When the Pistons drafted Afflalo, they felt they had acquired a player who, at minimum, would give them better than average defense with the ability to defend all three perimeter positions – point guard, shooting guard and small forward. And that’s what they feel they have in Washington, as well.
“His biggest strength is his ability to defend,” Pistons personnel director George David said. “He can not only defend multiple positions, but he’s got extreme athleticism and great length he can use at both ends of the floor.”
When the Pistons selected Washington 59th a year ago, one pick before the last spot in the draft, it was with the expectation that he would spend at least one year overseas working to get his skill level on par with his athleticism. Washington says he thought the year in Israel benefited him greatly on the offensive end, boosting his confidence both in his perimeter shot and his ability to make plays off of the dribble.
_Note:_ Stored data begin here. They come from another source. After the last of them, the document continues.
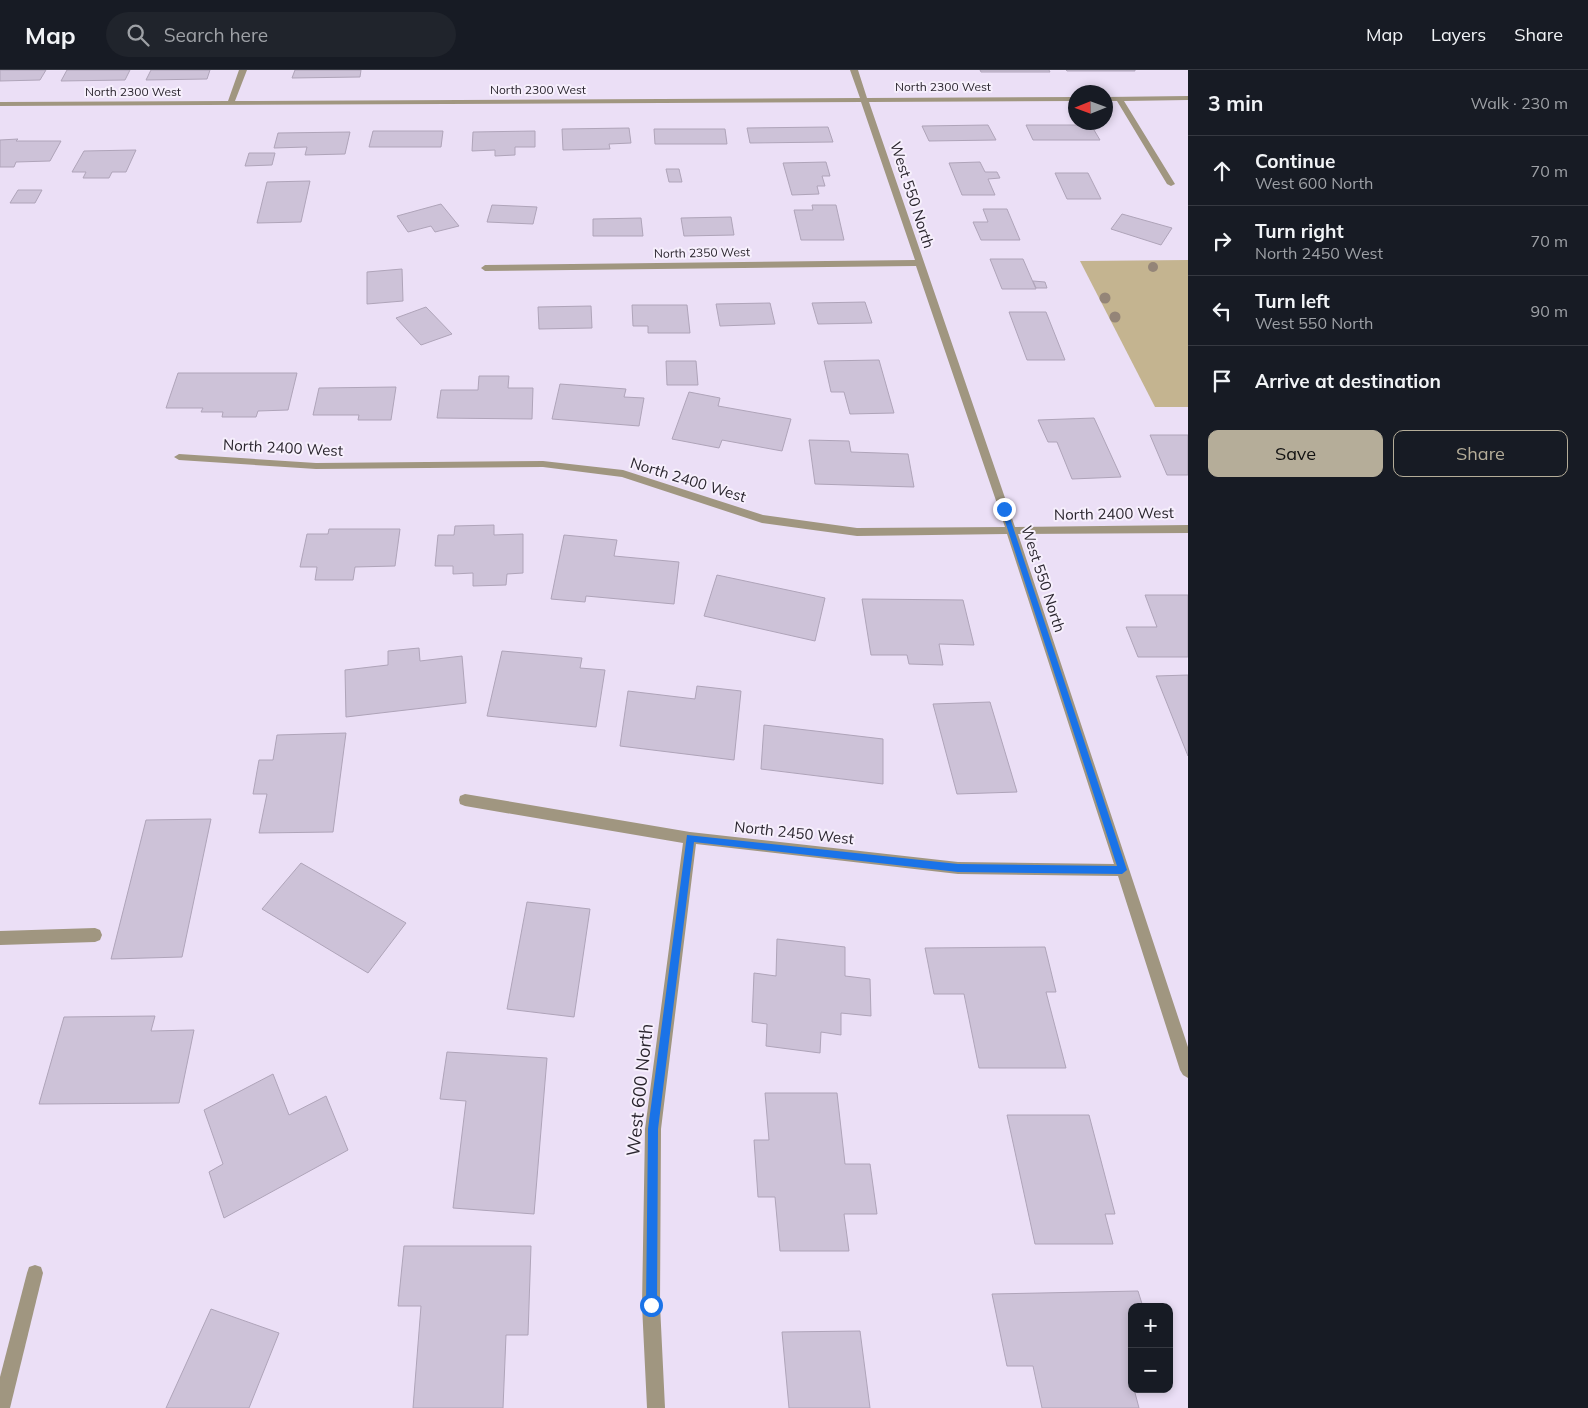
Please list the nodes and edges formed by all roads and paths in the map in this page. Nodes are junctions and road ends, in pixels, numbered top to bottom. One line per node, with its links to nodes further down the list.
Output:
1 (243, 70): 8 (street)
2 (854, 70): 3 (street, West 550 North)
3 (864, 98): 4 (street, North 2300 West); 8 (street, North 2300 West); 11 (street, West 550 North)
4 (1068, 98)
5 (1113, 98): 6 (street)
6 (1119, 98): 7 (street); 10 (street)
7 (1188, 98)
8 (231, 103): 9 (street, North 2300 West)
9 (0, 104)
10 (1171, 184)
11 (919, 263): 12 (street, North 2350 West); 15 (street, West 550 North)
12 (485, 268)
13 (178, 457): 15 (street, North 2400 West)
14 (1188, 529): 15 (street, North 2400 West)
15 (1011, 530): 18 (street, West 550 North)
16 (465, 800): 17 (street, North 2450 West)
17 (690, 838): 18 (street, North 2450 West); 24 (street, West 600 North)
18 (1122, 870): 21 (street, West 550 North)
19 (95, 935): 20 (street)
20 (0, 938)
21 (1188, 1070)
22 (35, 1273): 23 (street)
23 (1, 1408)
24 (656, 1408)

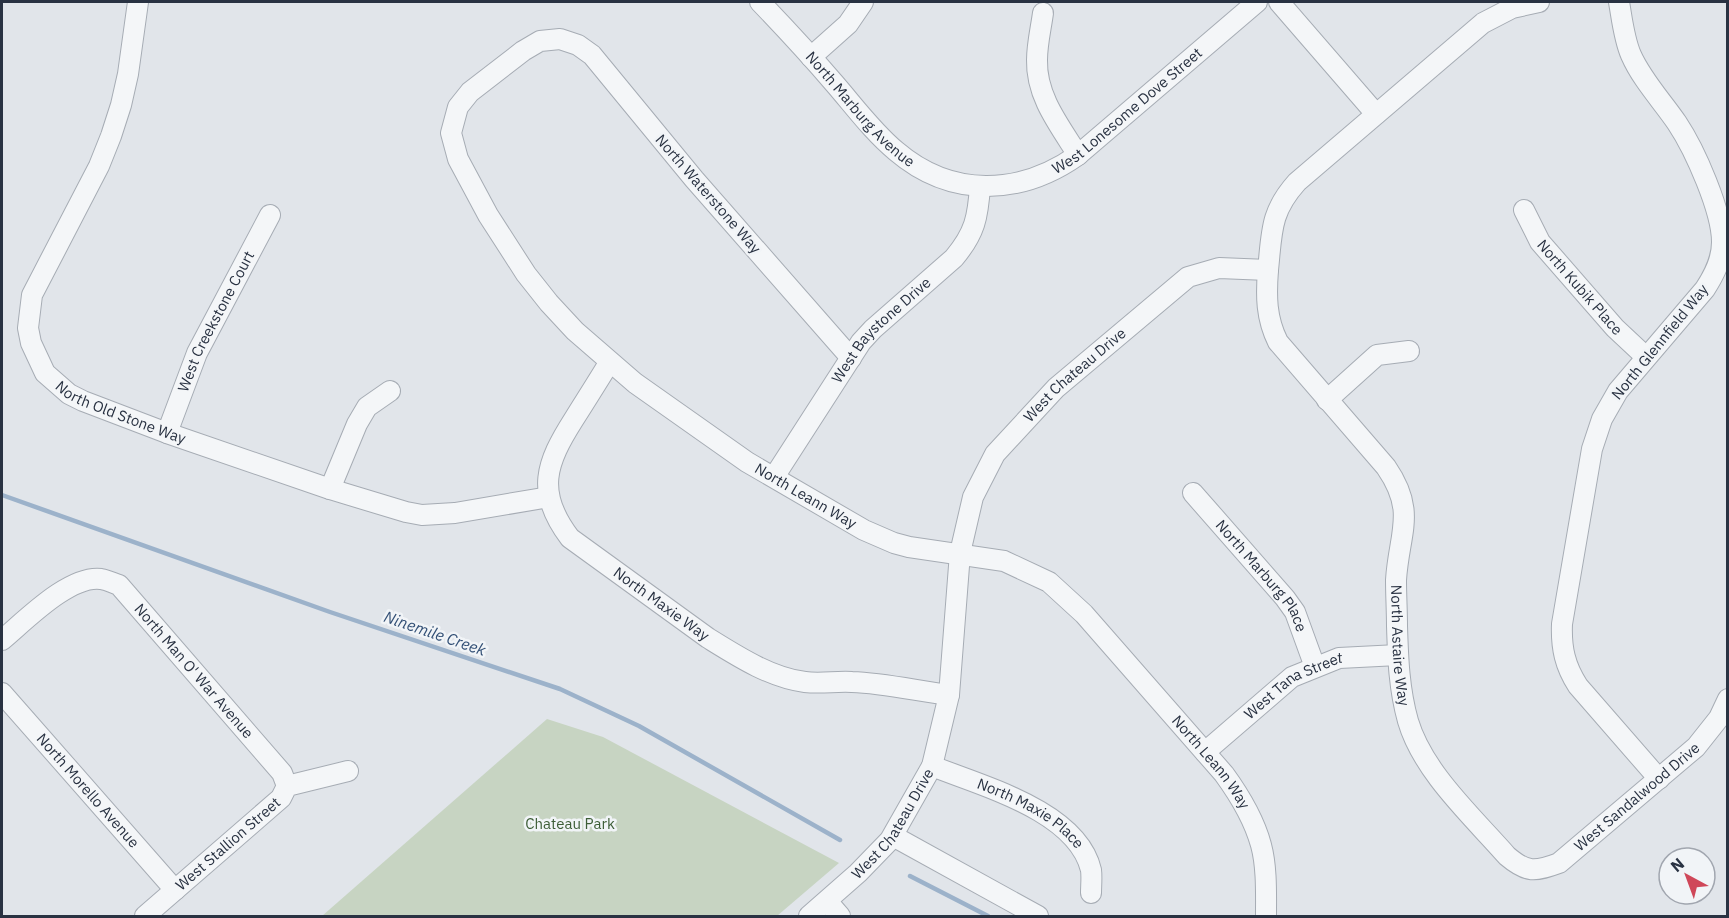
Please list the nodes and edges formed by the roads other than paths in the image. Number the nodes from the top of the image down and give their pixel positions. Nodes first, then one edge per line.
1 (138, 2) edge
2 (760, 2) edge
3 (863, 2) edge
4 (1257, 2) edge
5 (1279, 2) edge
6 (1539, 2) edge
7 (1619, 2) edge
8 (1043, 13) dead end
9 (560, 39) joint
10 (811, 57) junction
11 (1376, 114) junction
12 (1077, 155) junction
13 (980, 186) junction
14 (1524, 210) dead end
15 (270, 214) dead end
16 (1268, 270) junction
17 (1409, 351) dead end
18 (1646, 357) junction
19 (850, 358) junction
20 (609, 363) junction
21 (390, 391) dead end
22 (1327, 400) junction
23 (167, 433) junction
24 (774, 477) junction
25 (330, 489) junction
26 (1193, 493) dead end
27 (549, 497) junction
28 (960, 553) junction
29 (2, 640) edge
30 (1398, 655) junction
31 (1315, 667) junction
32 (2, 693) edge
33 (949, 695) junction
34 (1728, 699) edge
35 (1205, 752) junction
36 (932, 766) junction
37 (348, 771) dead end
38 (1659, 779) junction
39 (287, 786) junction
40 (893, 836) junction
41 (1530, 870) joint
42 (175, 890) junction
43 (1091, 893) dead end
44 (826, 901) junction
45 (145, 916) edge
46 (808, 916) edge
47 (840, 916) edge
48 (1038, 916) edge
49 (1266, 916) edge

1 - 23 street, North Old Stone Way
2 - 10 street, North Marburg Avenue
3 - 10 street
4 - 12 street, West Lonesome Dove Street
5 - 11 street
6 - 11 street
7 - 18 street, North Glennfield Way
8 - 12 street
9 - 19 street, North Waterstone Way
9 - 20 street, North Leann Way
10 - 13 street, North Marburg Avenue
11 - 16 street
12 - 13 street, West Lonesome Dove Street
13 - 19 street, West Baystone Drive
14 - 18 street, North Kubik Place
15 - 23 street, West Creekstone Court
16 - 22 street, North Astaire Way
16 - 28 street, West Chateau Drive
17 - 22 street
18 - 38 street, North Glennfield Way
19 - 24 street, West Baystone Drive
20 - 24 street, North Leann Way
20 - 27 street, North Maxie Way
21 - 25 street
22 - 30 street, North Astaire Way
23 - 25 street, North Old Stone Way
24 - 28 street, North Leann Way
25 - 27 street, North Old Stone Way
26 - 31 street, North Marburg Place
27 - 33 street, North Maxie Way
28 - 33 street, West Chateau Drive
28 - 35 street, North Leann Way
29 - 39 street, North Man O' War Avenue
30 - 31 street, West Tana Street
30 - 41 street, North Astaire Way
31 - 35 street, West Tana Street
32 - 42 street, North Morello Avenue
33 - 36 street, West Chateau Drive
34 - 38 street, West Sandalwood Drive
35 - 49 street, North Leann Way
36 - 40 street, West Chateau Drive
36 - 43 street, North Maxie Place
37 - 39 street, West Stallion Street
38 - 41 street, West Sandalwood Drive
39 - 42 street, West Stallion Street
40 - 44 street, West Chateau Drive
40 - 48 street
42 - 45 street, West Stallion Street
44 - 46 street, West Chateau Drive
44 - 47 street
David witnessed that firsthand when he spent a week in Israel with Washington, where he became a key player for Hapoel Holon, which went on to win the Israeli Cup.
“He got to play for a great team and he got great coaching,” David said. “Deron has really benefited from that and he’s polished a lot of small areas of his game. Had he played on an NBA roster last year, I don’t know if he would have gotten the attention and the time. The two things he got over there was he played a ton of minutes and he got really good coaching.”
With the free-agent signing of Ben Gordon, the emergence of Will Bynum and the return of starters Rodney Stuckey and Rip Hamilton, the Pistons have plenty of depth and scoring punch in their backcourt. It’s likely that even if Afflalo hadn’t been traded, his role was going to shrink next season. But Washington does provide new Pistons coach John Kuester with another tool in his toolbox. He also could work his way into the mix for backup minutes behind Tayshaun Prince at small forward.
“Deron is 6-7 and he’s got good length,” Perry said. “He’s got the size to guard some of the bigger threes and the quickness and athleticism to stay with the twos.”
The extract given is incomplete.